> **RECORD EXCERPTS**

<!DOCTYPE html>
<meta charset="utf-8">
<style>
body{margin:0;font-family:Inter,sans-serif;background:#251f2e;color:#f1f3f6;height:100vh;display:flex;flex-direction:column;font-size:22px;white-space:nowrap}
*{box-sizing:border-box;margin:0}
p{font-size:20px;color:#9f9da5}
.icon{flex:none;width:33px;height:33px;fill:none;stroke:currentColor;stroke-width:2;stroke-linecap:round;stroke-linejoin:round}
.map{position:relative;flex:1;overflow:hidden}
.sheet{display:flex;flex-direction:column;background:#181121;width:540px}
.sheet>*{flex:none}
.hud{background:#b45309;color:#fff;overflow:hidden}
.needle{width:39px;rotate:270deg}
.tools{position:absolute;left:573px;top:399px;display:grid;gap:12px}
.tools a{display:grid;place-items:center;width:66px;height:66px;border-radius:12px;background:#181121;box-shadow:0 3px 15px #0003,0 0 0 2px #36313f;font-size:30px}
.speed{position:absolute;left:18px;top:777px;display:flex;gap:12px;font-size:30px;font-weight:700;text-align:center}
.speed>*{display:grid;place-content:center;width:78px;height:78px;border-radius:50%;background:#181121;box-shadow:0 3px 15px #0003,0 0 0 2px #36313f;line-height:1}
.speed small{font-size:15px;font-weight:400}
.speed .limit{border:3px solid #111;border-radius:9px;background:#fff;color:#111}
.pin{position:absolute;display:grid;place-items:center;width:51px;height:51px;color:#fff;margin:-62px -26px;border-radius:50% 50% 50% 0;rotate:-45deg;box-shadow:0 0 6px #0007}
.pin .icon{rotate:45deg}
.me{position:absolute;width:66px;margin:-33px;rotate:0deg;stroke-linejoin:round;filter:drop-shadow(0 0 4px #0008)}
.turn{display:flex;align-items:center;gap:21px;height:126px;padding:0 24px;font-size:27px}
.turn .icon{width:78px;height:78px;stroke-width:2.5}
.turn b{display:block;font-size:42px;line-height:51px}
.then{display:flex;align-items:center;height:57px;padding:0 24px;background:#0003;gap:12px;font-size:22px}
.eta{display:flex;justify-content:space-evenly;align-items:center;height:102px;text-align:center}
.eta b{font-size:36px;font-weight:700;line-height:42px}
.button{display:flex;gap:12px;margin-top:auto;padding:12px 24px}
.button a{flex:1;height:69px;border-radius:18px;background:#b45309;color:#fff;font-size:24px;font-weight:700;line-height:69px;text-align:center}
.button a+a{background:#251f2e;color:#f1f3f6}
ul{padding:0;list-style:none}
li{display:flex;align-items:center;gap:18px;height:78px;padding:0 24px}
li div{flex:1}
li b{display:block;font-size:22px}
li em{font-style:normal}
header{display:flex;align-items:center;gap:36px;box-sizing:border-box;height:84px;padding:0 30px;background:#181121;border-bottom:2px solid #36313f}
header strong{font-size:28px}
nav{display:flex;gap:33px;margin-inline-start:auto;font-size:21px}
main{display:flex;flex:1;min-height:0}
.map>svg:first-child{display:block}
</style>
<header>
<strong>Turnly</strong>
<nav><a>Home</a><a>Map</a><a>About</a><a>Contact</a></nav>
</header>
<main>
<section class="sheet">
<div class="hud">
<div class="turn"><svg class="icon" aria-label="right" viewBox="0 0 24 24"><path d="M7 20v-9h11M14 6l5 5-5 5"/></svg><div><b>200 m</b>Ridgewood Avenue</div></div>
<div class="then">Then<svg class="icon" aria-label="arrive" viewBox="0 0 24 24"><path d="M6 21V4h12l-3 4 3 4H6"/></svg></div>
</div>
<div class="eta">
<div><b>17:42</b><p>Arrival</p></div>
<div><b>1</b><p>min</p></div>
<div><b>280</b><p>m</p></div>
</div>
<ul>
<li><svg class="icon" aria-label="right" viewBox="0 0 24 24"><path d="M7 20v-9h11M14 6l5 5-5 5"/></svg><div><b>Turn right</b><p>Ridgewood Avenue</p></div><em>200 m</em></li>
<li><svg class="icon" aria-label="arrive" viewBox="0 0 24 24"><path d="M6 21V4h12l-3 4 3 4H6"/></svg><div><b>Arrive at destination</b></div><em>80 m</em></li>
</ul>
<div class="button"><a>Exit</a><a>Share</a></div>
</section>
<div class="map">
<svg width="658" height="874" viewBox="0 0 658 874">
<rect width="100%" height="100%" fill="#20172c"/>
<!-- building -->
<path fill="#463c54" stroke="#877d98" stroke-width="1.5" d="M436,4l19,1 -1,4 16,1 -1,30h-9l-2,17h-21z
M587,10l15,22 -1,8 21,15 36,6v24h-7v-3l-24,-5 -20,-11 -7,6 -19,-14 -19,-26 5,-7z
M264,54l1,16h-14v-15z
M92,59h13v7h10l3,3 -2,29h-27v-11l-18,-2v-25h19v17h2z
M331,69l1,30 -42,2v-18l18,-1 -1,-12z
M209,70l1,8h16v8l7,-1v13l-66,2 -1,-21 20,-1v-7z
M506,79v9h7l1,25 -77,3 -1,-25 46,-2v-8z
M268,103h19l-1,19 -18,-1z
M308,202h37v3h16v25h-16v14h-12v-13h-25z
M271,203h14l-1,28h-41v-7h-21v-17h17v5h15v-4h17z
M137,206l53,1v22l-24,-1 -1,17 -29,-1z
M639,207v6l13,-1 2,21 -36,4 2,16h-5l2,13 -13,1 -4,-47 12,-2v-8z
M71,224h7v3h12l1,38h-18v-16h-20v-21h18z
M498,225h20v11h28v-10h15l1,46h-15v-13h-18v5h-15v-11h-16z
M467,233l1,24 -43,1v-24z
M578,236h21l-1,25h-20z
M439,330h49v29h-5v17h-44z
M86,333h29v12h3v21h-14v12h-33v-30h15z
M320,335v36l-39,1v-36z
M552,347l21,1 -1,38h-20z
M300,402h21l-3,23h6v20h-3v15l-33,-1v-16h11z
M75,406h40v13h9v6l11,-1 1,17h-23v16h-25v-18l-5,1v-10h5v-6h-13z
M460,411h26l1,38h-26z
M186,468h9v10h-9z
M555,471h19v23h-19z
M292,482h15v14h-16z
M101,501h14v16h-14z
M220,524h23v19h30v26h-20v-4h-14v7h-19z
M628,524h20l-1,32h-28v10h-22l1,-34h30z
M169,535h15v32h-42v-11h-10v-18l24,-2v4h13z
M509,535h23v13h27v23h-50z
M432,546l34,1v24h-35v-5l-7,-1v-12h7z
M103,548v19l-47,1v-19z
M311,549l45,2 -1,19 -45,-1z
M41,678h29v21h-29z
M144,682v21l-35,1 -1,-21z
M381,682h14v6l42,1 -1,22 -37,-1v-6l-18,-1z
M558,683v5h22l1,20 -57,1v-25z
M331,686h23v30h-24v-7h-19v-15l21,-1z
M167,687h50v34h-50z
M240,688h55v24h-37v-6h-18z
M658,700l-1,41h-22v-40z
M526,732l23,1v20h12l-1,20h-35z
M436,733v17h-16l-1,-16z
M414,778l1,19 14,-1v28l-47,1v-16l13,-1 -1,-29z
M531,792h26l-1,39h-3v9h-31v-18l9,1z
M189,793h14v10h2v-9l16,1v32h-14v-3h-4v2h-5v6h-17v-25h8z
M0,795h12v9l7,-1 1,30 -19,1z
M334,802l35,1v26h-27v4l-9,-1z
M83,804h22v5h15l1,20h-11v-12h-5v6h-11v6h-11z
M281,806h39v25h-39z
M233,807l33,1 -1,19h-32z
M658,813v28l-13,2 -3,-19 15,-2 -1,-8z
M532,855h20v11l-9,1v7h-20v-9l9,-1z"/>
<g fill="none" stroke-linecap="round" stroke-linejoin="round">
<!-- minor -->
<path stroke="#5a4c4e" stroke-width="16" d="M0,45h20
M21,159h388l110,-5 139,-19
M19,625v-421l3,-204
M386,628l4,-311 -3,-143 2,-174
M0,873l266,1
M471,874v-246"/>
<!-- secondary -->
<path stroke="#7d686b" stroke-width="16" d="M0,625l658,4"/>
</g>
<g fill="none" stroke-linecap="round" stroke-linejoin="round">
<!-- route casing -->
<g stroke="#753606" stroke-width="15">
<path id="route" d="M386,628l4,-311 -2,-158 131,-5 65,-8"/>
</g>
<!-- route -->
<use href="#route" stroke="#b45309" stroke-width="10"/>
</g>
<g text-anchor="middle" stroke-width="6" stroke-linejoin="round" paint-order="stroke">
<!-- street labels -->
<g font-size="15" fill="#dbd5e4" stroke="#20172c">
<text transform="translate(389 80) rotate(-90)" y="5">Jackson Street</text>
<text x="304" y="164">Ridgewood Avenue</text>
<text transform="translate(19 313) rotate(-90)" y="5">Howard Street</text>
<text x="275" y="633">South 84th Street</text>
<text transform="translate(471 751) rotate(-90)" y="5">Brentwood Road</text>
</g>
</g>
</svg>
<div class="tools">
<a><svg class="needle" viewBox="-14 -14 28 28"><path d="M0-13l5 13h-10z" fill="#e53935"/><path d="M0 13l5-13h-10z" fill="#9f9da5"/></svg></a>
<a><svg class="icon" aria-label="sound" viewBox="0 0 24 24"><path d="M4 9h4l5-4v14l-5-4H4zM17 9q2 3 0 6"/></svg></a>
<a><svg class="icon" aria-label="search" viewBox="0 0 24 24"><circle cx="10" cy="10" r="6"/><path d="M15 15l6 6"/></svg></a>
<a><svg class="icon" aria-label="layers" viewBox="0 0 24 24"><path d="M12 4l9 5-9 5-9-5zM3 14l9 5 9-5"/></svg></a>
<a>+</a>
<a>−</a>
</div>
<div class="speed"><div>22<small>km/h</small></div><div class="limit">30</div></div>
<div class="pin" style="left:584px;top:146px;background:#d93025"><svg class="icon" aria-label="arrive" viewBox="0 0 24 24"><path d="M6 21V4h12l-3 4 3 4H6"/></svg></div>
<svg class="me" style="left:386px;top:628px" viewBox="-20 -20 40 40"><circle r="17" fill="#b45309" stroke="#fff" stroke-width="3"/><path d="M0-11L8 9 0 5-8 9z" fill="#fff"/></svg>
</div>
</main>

> **PROMPT**
From the records above, print exactly the lines that run from the line with "M271,203h14l-1,28h-41v-7h-21v-17h17v5h15v-4h17z" to the line with "<!-- route -->", inclusive.

> **EXERCISE SOLUTION**
M271,203h14l-1,28h-41v-7h-21v-17h17v5h15v-4h17z
M137,206l53,1v22l-24,-1 -1,17 -29,-1z
M639,207v6l13,-1 2,21 -36,4 2,16h-5l2,13 -13,1 -4,-47 12,-2v-8z
M71,224h7v3h12l1,38h-18v-16h-20v-21h18z
M498,225h20v11h28v-10h15l1,46h-15v-13h-18v5h-15v-11h-16z
M467,233l1,24 -43,1v-24z
M578,236h21l-1,25h-20z
M439,330h49v29h-5v17h-44z
M86,333h29v12h3v21h-14v12h-33v-30h15z
M320,335v36l-39,1v-36z
M552,347l21,1 -1,38h-20z
M300,402h21l-3,23h6v20h-3v15l-33,-1v-16h11z
M75,406h40v13h9v6l11,-1 1,17h-23v16h-25v-18l-5,1v-10h5v-6h-13z
M460,411h26l1,38h-26z
M186,468h9v10h-9z
M555,471h19v23h-19z
M292,482h15v14h-16z
M101,501h14v16h-14z
M220,524h23v19h30v26h-20v-4h-14v7h-19z
M628,524h20l-1,32h-28v10h-22l1,-34h30z
M169,535h15v32h-42v-11h-10v-18l24,-2v4h13z
M509,535h23v13h27v23h-50z
M432,546l34,1v24h-35v-5l-7,-1v-12h7z
M103,548v19l-47,1v-19z
M311,549l45,2 -1,19 -45,-1z
M41,678h29v21h-29z
M144,682v21l-35,1 -1,-21z
M381,682h14v6l42,1 -1,22 -37,-1v-6l-18,-1z
M558,683v5h22l1,20 -57,1v-25z
M331,686h23v30h-24v-7h-19v-15l21,-1z
M167,687h50v34h-50z
M240,688h55v24h-37v-6h-18z
M658,700l-1,41h-22v-40z
M526,732l23,1v20h12l-1,20h-35z
M436,733v17h-16l-1,-16z
M414,778l1,19 14,-1v28l-47,1v-16l13,-1 -1,-29z
M531,792h26l-1,39h-3v9h-31v-18l9,1z
M189,793h14v10h2v-9l16,1v32h-14v-3h-4v2h-5v6h-17v-25h8z
M0,795h12v9l7,-1 1,30 -19,1z
M334,802l35,1v26h-27v4l-9,-1z
M83,804h22v5h15l1,20h-11v-12h-5v6h-11v6h-11z
M281,806h39v25h-39z
M233,807l33,1 -1,19h-32z
M658,813v28l-13,2 -3,-19 15,-2 -1,-8z
M532,855h20v11l-9,1v7h-20v-9l9,-1z"/>
<g fill="none" stroke-linecap="round" stroke-linejoin="round">
<!-- minor -->
<path stroke="#5a4c4e" stroke-width="16" d="M0,45h20
M21,159h388l110,-5 139,-19
M19,625v-421l3,-204
M386,628l4,-311 -3,-143 2,-174
M0,873l266,1
M471,874v-246"/>
<!-- secondary -->
<path stroke="#7d686b" stroke-width="16" d="M0,625l658,4"/>
</g>
<g fill="none" stroke-linecap="round" stroke-linejoin="round">
<!-- route casing -->
<g stroke="#753606" stroke-width="15">
<path id="route" d="M386,628l4,-311 -2,-158 131,-5 65,-8"/>
</g>
<!-- route -->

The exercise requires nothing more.